Stored entries
* * * *

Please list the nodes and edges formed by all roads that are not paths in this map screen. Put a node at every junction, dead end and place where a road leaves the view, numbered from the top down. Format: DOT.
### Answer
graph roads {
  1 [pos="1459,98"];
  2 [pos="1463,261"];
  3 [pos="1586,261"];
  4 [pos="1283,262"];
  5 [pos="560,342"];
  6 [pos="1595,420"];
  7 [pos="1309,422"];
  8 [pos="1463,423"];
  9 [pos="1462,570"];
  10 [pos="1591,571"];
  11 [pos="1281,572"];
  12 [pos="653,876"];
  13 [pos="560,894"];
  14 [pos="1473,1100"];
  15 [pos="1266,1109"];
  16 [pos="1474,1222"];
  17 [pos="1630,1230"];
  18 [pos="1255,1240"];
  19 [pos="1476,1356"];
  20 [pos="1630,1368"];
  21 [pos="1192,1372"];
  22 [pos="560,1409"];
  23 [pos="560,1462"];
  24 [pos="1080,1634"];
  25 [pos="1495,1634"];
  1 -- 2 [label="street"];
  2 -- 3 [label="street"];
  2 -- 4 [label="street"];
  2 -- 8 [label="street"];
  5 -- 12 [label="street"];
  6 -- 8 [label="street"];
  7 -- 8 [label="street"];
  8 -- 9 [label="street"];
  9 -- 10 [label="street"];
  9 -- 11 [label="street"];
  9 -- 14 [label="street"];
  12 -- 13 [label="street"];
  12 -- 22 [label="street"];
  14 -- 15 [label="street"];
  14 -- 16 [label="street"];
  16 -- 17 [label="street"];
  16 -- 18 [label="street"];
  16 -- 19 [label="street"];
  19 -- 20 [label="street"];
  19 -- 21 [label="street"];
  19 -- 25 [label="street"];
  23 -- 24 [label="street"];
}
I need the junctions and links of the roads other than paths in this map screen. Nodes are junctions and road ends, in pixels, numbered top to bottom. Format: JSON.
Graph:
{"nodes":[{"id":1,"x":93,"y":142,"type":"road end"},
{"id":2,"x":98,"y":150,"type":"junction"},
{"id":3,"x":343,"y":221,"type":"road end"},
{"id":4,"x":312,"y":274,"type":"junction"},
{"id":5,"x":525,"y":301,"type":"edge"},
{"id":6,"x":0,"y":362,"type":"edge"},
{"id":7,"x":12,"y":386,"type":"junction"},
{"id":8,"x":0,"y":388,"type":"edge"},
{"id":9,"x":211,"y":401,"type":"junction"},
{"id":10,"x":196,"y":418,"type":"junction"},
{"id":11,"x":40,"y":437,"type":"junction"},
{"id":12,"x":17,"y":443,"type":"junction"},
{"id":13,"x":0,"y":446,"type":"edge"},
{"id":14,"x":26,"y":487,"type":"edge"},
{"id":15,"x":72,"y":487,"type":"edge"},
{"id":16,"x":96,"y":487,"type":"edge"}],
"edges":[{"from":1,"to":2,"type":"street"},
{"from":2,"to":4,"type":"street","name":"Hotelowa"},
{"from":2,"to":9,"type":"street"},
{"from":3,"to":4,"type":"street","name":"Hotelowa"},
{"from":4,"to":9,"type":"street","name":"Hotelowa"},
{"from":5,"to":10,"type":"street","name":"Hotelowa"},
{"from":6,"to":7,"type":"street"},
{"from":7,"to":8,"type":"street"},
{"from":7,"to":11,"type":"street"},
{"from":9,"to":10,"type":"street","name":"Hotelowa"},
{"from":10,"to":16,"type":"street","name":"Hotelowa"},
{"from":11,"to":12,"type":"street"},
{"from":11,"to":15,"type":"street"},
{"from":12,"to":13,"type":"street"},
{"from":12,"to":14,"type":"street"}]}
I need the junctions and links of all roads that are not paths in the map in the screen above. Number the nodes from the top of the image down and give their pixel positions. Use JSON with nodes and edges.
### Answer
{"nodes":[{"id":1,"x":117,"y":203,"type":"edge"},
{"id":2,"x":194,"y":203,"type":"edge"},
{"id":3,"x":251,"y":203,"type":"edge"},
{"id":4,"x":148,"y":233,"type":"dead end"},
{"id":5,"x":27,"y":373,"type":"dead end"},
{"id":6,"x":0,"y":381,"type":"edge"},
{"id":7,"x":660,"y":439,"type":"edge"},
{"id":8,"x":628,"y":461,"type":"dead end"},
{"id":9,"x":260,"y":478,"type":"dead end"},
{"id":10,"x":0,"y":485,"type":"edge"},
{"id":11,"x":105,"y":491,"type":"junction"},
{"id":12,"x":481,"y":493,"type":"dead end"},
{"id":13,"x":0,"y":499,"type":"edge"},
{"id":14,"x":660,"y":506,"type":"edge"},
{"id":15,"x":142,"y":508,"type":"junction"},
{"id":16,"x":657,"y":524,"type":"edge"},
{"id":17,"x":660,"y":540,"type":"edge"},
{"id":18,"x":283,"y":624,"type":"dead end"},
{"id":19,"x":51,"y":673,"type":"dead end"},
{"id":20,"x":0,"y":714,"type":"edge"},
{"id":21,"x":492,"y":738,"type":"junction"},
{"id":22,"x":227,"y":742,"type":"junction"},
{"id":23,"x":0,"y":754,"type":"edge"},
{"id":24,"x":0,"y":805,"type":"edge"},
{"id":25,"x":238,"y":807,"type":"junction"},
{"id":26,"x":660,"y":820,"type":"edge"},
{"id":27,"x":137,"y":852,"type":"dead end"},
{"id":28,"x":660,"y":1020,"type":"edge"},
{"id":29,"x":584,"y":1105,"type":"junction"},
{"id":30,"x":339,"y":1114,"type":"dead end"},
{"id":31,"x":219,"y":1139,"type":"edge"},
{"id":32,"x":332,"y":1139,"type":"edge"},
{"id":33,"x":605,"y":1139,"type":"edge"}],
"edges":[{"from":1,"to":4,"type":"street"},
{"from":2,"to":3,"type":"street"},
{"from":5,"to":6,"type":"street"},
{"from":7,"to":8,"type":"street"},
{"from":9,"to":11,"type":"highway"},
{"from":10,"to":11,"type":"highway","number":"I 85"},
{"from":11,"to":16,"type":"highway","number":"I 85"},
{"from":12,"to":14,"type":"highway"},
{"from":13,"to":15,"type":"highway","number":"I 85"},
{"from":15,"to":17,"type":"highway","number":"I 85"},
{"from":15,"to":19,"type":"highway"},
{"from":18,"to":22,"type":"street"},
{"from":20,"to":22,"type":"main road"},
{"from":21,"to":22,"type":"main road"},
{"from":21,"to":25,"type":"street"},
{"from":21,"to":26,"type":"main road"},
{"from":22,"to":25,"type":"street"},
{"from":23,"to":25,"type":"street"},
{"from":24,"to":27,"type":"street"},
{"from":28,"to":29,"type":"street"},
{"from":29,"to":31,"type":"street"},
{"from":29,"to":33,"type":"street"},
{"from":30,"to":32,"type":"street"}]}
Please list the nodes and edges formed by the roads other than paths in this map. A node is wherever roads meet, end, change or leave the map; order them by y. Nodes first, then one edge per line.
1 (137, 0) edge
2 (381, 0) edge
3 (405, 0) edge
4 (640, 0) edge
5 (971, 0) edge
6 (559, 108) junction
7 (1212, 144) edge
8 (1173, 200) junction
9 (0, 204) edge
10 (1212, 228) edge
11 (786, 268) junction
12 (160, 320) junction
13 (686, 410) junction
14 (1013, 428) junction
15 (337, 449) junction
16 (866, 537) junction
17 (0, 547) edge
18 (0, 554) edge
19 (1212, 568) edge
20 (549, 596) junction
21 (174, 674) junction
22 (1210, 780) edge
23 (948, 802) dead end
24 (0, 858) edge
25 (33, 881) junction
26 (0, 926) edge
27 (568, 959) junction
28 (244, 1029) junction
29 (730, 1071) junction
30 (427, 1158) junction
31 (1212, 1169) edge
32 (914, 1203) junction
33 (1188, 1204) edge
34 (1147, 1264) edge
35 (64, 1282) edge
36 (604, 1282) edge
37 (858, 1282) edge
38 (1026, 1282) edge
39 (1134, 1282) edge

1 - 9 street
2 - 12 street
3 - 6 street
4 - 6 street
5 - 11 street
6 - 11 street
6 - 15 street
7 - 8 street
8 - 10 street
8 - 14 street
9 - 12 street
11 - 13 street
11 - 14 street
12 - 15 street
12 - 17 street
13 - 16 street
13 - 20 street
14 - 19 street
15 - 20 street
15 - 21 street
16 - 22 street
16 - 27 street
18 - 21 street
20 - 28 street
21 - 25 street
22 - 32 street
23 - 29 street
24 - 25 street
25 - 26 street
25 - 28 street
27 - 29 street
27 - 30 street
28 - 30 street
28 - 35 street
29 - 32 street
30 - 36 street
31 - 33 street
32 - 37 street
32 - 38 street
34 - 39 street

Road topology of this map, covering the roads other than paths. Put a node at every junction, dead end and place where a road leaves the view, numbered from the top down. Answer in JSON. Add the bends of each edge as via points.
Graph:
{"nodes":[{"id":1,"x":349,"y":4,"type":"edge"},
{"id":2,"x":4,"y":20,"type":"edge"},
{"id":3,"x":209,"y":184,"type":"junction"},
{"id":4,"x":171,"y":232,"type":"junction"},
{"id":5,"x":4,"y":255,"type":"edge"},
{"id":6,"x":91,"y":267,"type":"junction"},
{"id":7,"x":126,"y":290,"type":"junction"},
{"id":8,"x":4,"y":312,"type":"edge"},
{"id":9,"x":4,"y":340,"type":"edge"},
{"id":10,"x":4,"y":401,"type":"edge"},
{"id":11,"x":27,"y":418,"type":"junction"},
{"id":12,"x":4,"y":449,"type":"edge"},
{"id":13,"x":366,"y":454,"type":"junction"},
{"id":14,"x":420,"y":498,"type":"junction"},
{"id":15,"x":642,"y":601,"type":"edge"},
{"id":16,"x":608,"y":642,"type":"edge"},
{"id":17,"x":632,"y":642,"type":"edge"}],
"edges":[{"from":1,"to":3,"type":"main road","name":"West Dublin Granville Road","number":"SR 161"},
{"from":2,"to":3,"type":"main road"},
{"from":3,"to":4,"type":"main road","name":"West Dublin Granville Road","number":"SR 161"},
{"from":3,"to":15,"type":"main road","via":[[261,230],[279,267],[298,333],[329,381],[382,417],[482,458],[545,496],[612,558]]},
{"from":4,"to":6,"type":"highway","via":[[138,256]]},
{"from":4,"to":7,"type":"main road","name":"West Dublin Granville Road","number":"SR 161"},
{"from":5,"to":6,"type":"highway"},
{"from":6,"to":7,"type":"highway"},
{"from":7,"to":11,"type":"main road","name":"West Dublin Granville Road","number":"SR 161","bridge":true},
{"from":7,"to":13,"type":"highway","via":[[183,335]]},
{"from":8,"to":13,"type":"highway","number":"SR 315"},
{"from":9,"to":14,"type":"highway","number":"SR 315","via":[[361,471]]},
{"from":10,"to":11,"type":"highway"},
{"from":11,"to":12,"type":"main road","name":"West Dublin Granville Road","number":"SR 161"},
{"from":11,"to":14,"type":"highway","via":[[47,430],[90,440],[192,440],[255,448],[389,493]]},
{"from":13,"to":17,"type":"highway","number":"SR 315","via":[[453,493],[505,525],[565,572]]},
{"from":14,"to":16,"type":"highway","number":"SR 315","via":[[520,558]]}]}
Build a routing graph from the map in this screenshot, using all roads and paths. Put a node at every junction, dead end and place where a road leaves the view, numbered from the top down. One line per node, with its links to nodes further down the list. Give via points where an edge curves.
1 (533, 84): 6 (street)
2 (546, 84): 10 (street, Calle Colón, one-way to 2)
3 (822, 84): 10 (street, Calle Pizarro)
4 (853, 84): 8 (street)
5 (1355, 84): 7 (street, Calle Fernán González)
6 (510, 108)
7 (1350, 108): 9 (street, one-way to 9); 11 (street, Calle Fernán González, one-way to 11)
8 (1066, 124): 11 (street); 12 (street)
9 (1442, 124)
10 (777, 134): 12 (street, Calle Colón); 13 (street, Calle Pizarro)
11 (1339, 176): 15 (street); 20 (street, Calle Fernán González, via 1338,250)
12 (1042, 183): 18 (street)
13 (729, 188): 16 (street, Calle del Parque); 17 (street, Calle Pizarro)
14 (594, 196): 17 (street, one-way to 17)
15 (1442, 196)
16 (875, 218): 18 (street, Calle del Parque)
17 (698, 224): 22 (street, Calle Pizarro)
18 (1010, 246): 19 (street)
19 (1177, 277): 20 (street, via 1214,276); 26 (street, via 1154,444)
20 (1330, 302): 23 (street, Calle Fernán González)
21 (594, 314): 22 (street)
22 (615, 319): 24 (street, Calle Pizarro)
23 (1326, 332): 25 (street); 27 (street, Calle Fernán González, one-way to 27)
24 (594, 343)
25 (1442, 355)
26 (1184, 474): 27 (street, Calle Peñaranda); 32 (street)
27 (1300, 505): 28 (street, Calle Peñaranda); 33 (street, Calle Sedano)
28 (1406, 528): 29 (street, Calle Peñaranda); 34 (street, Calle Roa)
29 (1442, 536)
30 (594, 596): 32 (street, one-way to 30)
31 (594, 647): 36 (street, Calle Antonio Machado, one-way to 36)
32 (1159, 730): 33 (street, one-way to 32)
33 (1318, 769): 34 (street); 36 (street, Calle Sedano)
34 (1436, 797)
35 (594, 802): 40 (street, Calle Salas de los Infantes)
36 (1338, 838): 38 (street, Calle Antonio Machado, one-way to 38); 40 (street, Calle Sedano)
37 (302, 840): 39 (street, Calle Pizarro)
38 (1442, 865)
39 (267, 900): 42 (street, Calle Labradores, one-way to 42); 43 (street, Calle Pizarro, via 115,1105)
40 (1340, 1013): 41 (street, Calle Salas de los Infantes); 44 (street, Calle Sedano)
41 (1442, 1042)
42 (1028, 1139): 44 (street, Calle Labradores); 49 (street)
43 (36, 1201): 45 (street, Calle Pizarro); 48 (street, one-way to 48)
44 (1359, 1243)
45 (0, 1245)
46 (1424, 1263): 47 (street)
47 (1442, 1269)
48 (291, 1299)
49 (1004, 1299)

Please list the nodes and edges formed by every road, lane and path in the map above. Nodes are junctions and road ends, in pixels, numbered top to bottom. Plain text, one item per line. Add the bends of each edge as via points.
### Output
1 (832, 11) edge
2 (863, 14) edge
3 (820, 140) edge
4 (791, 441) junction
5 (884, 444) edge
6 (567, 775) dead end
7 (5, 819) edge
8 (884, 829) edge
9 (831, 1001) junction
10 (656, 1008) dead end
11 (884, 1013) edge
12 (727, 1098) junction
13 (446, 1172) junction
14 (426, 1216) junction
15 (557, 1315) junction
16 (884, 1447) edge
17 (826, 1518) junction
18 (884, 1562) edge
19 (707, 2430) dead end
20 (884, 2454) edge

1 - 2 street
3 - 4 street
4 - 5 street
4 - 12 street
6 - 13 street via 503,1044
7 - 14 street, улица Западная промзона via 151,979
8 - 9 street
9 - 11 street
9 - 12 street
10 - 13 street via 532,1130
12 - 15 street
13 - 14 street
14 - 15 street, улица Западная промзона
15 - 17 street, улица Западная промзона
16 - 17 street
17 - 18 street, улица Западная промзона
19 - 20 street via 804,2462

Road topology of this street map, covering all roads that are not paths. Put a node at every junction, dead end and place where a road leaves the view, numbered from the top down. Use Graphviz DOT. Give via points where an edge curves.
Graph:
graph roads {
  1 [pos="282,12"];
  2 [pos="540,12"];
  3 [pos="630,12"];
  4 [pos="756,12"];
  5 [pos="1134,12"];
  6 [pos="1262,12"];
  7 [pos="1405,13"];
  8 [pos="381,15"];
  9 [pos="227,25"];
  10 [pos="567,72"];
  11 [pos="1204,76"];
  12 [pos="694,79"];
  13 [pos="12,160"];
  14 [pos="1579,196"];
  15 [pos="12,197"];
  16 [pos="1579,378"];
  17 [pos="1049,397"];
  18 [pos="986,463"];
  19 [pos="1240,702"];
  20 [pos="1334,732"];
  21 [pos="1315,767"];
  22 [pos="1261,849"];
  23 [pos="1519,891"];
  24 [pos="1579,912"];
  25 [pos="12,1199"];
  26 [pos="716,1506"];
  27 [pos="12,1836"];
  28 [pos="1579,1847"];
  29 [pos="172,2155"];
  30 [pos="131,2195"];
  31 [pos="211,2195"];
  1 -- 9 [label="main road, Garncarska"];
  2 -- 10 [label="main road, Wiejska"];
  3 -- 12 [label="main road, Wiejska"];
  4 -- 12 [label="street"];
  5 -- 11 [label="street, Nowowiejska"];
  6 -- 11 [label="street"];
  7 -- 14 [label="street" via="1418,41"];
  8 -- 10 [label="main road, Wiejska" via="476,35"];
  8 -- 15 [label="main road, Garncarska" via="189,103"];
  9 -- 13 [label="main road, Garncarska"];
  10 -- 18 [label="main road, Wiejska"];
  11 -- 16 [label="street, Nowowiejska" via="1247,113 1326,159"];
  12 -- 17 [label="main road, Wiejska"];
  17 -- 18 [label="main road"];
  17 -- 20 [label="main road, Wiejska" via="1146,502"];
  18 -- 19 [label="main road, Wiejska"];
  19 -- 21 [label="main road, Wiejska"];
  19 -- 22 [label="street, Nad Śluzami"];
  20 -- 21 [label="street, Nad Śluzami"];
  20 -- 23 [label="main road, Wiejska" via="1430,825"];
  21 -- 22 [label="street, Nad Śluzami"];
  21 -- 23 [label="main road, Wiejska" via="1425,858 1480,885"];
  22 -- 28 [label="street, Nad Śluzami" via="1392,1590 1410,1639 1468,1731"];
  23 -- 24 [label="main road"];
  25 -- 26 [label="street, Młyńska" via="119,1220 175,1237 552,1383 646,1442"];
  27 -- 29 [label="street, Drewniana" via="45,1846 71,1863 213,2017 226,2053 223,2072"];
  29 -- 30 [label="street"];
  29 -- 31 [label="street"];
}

* * * *

Every line in the data that includes the word "Antonio" should be counted, and only the resulting number given.

2